Note: This post is similar, but not quite the same as a more open-ended questions asked on Reddit: https://www.reddit.com/r/rakulang/comments/vvpikh/looking_for_guidance_on_getting_nativecall/
I'm trying to use the md4c c library to process a markdown file with its md_parse
function. I'm having no success, and the program just quietly dies. I don't think I'm calling it with the right arguments.
Documentation for the function is here: https://github.com/mity/md4c/wiki/Embedding-Parser%3A-Calling-MD4C
I'd like to at least figure out the minimum amount of code needed to do this without error.

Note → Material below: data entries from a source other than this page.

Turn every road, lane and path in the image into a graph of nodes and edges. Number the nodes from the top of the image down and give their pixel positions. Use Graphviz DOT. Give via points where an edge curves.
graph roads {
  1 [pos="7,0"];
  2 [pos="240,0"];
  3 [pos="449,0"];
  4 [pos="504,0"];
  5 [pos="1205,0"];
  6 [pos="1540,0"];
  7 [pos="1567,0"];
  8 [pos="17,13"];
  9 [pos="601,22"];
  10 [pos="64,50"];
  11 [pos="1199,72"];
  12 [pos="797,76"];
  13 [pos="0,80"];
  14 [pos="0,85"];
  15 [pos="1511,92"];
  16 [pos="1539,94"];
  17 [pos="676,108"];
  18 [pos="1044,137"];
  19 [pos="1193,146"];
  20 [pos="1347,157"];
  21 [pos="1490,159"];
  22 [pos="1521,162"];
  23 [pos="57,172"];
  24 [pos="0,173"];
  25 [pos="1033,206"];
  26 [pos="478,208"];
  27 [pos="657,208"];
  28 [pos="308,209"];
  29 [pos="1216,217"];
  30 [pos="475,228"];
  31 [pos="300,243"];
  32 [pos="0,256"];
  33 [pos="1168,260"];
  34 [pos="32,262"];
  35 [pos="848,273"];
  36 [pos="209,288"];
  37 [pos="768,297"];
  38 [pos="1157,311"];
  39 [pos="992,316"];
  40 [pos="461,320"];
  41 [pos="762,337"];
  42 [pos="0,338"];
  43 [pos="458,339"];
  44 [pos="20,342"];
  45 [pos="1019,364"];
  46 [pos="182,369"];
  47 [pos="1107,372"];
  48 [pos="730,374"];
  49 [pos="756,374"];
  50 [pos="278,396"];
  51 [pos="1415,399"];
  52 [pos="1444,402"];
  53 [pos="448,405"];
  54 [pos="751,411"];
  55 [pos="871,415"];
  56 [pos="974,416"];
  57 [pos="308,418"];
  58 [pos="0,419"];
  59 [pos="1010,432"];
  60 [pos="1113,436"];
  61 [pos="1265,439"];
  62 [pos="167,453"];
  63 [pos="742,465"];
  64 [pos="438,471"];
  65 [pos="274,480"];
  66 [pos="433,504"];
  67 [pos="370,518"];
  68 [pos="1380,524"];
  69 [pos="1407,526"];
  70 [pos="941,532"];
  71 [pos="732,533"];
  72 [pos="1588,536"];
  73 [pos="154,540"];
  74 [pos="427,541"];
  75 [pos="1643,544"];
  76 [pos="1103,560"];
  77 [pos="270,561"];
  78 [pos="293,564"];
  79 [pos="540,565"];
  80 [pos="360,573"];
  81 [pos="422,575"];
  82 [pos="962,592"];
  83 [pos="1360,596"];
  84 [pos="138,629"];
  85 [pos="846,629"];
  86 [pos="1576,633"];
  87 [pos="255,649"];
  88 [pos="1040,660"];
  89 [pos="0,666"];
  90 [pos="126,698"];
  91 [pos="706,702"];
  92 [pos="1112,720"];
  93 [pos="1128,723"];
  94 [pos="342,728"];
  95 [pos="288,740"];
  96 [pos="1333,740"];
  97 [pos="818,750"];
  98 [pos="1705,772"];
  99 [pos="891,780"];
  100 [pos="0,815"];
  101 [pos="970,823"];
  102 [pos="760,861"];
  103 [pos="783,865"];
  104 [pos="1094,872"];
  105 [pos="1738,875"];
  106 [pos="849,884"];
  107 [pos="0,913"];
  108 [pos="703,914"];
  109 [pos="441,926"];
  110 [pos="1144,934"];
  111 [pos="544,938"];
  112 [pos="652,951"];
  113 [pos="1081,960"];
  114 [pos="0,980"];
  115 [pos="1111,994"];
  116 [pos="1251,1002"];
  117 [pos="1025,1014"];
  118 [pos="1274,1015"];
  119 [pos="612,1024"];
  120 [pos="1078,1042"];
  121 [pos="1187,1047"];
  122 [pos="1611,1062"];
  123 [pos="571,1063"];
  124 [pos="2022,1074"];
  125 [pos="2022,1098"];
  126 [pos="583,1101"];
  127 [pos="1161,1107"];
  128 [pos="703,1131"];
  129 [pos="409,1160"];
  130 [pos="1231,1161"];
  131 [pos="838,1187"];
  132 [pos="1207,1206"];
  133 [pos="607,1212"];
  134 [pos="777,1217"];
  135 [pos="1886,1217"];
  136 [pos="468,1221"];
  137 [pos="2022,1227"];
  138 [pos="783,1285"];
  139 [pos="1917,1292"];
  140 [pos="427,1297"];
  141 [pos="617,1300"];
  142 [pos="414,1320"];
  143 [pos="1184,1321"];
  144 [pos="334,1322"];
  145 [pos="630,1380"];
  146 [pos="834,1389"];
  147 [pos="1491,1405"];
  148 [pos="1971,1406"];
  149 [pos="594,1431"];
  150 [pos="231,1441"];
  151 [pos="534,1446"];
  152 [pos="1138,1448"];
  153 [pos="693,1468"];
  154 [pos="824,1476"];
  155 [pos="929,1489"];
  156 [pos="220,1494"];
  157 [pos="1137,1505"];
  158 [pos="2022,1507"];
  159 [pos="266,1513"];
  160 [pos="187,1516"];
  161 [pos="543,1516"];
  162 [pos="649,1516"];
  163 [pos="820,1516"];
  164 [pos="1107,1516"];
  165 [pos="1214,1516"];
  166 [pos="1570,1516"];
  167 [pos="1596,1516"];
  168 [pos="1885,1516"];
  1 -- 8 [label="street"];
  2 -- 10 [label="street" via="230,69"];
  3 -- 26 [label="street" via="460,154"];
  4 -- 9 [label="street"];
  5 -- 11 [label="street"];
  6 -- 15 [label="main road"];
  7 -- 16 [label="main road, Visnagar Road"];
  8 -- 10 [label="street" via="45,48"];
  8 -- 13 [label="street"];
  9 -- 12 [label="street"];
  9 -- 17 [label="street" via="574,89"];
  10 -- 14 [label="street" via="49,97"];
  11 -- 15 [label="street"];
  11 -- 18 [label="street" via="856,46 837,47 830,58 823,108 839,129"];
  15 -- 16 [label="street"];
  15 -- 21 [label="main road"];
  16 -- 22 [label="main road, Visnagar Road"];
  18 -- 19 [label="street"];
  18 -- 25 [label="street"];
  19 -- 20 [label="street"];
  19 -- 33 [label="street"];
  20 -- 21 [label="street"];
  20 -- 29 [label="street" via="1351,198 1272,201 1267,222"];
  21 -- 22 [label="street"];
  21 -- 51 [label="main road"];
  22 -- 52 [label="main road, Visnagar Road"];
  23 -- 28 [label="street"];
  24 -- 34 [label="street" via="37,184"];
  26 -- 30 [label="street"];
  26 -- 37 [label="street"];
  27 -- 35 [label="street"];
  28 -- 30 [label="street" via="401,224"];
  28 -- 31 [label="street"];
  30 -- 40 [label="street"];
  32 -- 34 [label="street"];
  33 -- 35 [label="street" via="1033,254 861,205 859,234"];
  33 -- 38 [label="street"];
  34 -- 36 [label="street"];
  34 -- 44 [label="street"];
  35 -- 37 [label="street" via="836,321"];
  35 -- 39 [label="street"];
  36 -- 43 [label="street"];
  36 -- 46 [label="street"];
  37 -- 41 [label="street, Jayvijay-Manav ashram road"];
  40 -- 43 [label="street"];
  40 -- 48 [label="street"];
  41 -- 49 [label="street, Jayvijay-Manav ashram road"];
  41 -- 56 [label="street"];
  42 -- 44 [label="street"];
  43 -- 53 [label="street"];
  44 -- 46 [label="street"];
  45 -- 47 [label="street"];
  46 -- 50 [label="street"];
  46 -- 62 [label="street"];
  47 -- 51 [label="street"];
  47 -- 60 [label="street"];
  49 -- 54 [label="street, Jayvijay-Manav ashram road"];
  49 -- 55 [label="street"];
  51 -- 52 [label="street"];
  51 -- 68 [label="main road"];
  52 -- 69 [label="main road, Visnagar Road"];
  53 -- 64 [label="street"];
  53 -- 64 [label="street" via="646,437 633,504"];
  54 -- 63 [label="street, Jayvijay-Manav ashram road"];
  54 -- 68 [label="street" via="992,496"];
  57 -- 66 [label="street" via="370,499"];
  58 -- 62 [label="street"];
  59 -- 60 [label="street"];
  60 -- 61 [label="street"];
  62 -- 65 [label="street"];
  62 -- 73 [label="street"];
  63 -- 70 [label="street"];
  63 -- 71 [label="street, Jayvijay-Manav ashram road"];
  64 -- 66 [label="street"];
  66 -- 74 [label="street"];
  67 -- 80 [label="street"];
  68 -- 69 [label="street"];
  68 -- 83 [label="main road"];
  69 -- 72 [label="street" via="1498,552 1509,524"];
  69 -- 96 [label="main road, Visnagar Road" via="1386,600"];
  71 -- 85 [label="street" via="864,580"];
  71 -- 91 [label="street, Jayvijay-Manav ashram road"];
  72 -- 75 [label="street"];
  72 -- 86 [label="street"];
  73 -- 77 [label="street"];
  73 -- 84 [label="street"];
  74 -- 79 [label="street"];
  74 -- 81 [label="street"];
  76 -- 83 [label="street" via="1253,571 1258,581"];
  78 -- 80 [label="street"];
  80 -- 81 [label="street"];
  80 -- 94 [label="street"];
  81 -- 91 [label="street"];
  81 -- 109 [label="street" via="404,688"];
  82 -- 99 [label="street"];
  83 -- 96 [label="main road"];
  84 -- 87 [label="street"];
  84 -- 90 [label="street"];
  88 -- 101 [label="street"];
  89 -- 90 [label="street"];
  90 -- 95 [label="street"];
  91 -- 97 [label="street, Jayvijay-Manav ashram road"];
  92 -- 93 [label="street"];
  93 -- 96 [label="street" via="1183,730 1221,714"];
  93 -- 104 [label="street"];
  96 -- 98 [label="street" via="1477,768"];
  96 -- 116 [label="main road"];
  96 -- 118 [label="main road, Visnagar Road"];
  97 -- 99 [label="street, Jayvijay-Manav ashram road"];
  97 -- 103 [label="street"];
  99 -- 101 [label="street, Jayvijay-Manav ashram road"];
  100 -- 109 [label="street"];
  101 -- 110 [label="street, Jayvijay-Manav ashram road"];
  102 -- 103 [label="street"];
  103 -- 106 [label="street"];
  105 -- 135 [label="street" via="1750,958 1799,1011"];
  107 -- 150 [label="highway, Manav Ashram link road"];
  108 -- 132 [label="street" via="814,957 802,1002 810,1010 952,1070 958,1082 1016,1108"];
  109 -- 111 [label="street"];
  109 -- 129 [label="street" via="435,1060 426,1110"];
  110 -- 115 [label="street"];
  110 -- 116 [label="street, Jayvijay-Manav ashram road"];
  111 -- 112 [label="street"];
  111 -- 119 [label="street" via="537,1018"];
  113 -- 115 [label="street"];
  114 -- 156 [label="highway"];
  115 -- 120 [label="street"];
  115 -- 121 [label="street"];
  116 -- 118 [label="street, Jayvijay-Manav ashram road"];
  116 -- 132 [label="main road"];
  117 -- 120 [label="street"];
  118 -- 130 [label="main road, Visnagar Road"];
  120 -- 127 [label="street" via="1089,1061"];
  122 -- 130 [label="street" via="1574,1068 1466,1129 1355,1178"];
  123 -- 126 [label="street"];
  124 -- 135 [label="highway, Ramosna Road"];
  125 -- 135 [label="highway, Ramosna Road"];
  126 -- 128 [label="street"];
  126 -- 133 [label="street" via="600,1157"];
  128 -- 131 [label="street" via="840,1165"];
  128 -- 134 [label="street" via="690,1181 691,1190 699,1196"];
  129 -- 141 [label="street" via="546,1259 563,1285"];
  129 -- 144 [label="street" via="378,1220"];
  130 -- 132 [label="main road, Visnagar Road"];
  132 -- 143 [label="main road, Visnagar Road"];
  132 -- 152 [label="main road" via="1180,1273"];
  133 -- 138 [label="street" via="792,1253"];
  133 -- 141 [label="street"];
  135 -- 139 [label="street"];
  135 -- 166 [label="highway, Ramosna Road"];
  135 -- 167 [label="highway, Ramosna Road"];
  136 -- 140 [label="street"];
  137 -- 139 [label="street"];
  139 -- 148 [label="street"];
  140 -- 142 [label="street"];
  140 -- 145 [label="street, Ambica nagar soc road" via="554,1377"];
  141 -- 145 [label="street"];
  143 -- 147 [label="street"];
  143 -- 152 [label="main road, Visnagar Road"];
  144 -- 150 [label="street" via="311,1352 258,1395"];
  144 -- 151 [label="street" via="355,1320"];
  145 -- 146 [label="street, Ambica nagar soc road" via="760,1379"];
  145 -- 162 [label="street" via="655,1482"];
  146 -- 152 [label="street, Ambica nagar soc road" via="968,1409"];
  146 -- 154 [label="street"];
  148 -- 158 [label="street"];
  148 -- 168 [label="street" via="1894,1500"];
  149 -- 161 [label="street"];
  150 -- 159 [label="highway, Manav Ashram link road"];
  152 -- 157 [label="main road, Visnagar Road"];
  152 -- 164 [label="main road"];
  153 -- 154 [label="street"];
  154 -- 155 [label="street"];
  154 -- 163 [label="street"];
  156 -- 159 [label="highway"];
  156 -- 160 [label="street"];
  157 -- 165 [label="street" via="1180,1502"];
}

This is my latest attempt, though I've tried many:
use v6.d;
use NativeCall;
sub md_parse(str, int32, Pointer is rw ) is native('md4c') returns int32 { * }
md_parse('hello', 5, Pointer.new());
say 'hi'; # this never gets printed
md4c is a SAX-like streaming parser that calls your functions when it encounters markdown elements. If you call it with an uninitialised Pointer, or with an uninitialised CStruct then the code will SEGV when the md4c library tries to call a null function pointer.
The README says:
The main provided function is md_parse(). It takes a text in the Markdown syntax and a pointer to a structure which provides pointers to several callback functions.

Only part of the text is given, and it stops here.